─── PROVIDED MATERIAL ───

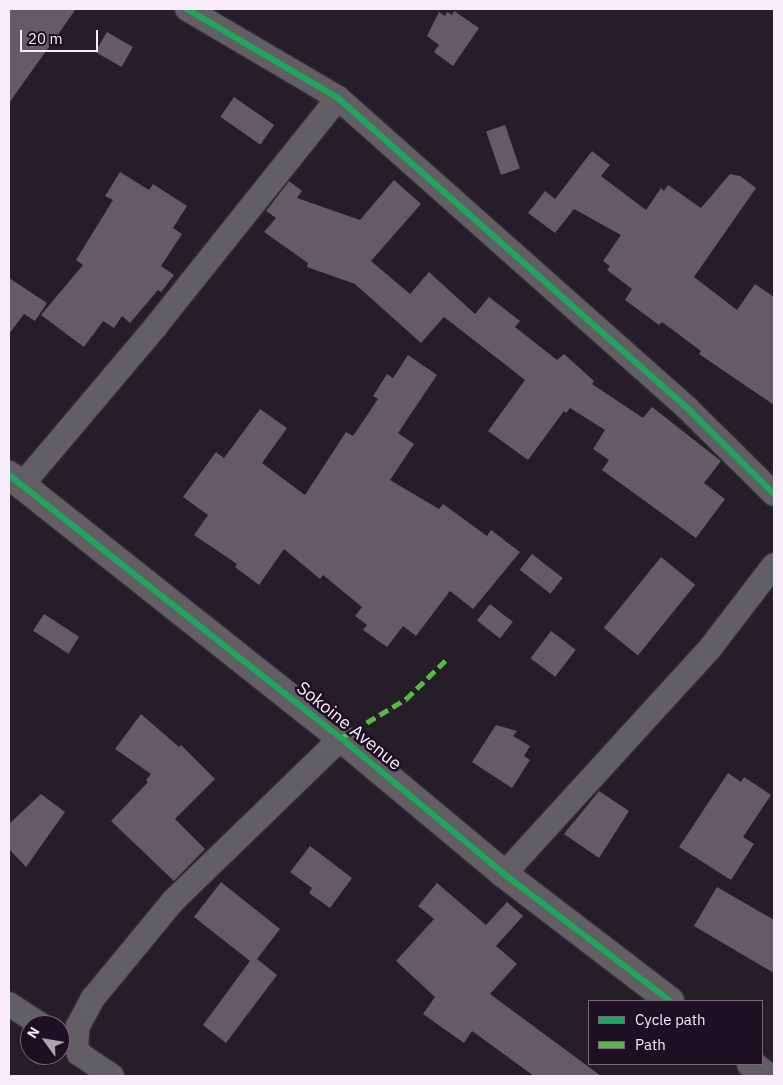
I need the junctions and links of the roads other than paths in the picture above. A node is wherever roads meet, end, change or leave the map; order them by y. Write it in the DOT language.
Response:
graph roads {
  1 [pos="187,9"];
  2 [pos="338,98"];
  3 [pos="15,481"];
  4 [pos="774,494"];
  5 [pos="774,565"];
  6 [pos="341,738"];
  7 [pos="504,874"];
  8 [pos="669,1000"];
  9 [pos="9,1004"];
  10 [pos="26,1015"];
  11 [pos="70,1028"];
  12 [pos="70,1031"];
  13 [pos="751,1065"];
  14 [pos="112,1076"];
  15 [pos="767,1076"];
  1 -- 2 [label="street"];
  2 -- 3 [label="street"];
  2 -- 4 [label="street"];
  3 -- 6 [label="street, Sokoine Avenue"];
  5 -- 7 [label="street"];
  6 -- 7 [label="street, Sokoine Avenue"];
  6 -- 11 [label="street"];
  7 -- 8 [label="street, Sokoine Avenue"];
  9 -- 10 [label="street"];
  12 -- 14 [label="street"];
  13 -- 15 [label="street"];
}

───

▶ **DIRECTIONS**
The full material above must be output verbatim, minus any pictures.

▶ **OUTPUT FOR THIS EXERCISE**
I need the junctions and links of the roads other than paths in the picture above. A node is wherever roads meet, end, change or leave the map; order them by y. Write it in the DOT language.
Response:
graph roads {
  1 [pos="187,9"];
  2 [pos="338,98"];
  3 [pos="15,481"];
  4 [pos="774,494"];
  5 [pos="774,565"];
  6 [pos="341,738"];
  7 [pos="504,874"];
  8 [pos="669,1000"];
  9 [pos="9,1004"];
  10 [pos="26,1015"];
  11 [pos="70,1028"];
  12 [pos="70,1031"];
  13 [pos="751,1065"];
  14 [pos="112,1076"];
  15 [pos="767,1076"];
  1 -- 2 [label="street"];
  2 -- 3 [label="street"];
  2 -- 4 [label="street"];
  3 -- 6 [label="street, Sokoine Avenue"];
  5 -- 7 [label="street"];
  6 -- 7 [label="street, Sokoine Avenue"];
  6 -- 11 [label="street"];
  7 -- 8 [label="street, Sokoine Avenue"];
  9 -- 10 [label="street"];
  12 -- 14 [label="street"];
  13 -- 15 [label="street"];
}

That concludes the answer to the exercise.